The shortcomings or “reality gap” of AI have received little coverage in media entities and profit-oriented companies trying to raise money using AI promises. It has similarly had little impact on many executives,decision-makers, as explained by the following quotation.
According to a Gartner Survey of over 3,000 CIOs, Artificial intelligence (AI) was by far the most mentioned technology and takes the spot as the top game-changer technology away from data and analytics, which is now occupying a second place.
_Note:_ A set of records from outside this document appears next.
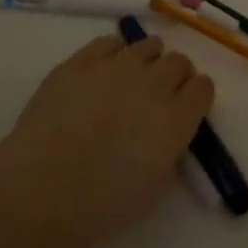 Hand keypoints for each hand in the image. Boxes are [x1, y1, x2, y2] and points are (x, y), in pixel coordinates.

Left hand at [0, 31, 214, 247]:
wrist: (44, 190)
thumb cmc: (103, 204)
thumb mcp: (155, 185)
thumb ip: (168, 148)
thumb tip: (163, 132)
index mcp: (177, 117)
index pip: (203, 88)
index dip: (195, 97)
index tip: (186, 108)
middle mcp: (154, 83)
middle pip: (178, 62)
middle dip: (175, 76)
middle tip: (159, 95)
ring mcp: (116, 66)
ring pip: (148, 45)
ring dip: (148, 60)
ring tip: (132, 78)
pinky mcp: (81, 61)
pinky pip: (108, 42)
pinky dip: (113, 52)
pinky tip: (103, 70) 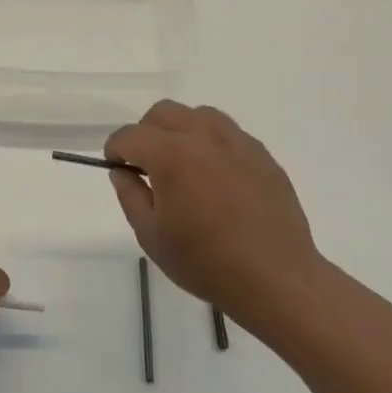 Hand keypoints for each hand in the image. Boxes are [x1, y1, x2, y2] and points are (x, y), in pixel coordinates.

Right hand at [105, 101, 321, 318]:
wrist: (276, 279)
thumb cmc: (206, 262)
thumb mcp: (151, 235)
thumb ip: (130, 195)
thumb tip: (122, 171)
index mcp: (170, 155)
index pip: (129, 135)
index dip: (115, 150)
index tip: (117, 168)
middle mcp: (203, 137)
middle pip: (162, 113)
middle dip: (146, 133)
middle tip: (147, 166)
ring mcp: (237, 142)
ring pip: (198, 115)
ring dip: (180, 131)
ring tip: (183, 165)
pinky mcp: (262, 155)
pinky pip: (228, 133)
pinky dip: (211, 144)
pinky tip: (215, 177)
AI is set to become the core of everything humans are going to be interacting with in the forthcoming years and beyond. – Interesting Engineering
I have worked with and met CIOs.
There is no way that CIOs are the correct group to ask if they think that AI will be a “game changer” for IT because most CIOs don’t have enough background in either math or AI to know how to interpret or fact check the topic. This survey was conducted by Gartner, and entity that makes its money catering to people like CIOs and presupposing that all knowledge is contained within the executive ranks of companies. This is an example of how laymen can be influenced by the marketing hype of vendors and consulting firms. Secondly, when Gartner’s polling of executives is mentioned, what is never, literally never mentioned, is that many AI vendors pay Gartner to promote the AI vendor market.
Curious about which software vendors paid Gartner to be included in their Magic Quadrant for AI? It is easy to find out. Most of the companies included in this AI MQ paid Gartner. What incentive do so many companies paying Gartner to create for Gartner to be objective on this or any other technological/software category?
What CIOs would have a much harder problem doing is identifying the actual applications of AI. And that is the problem with AI.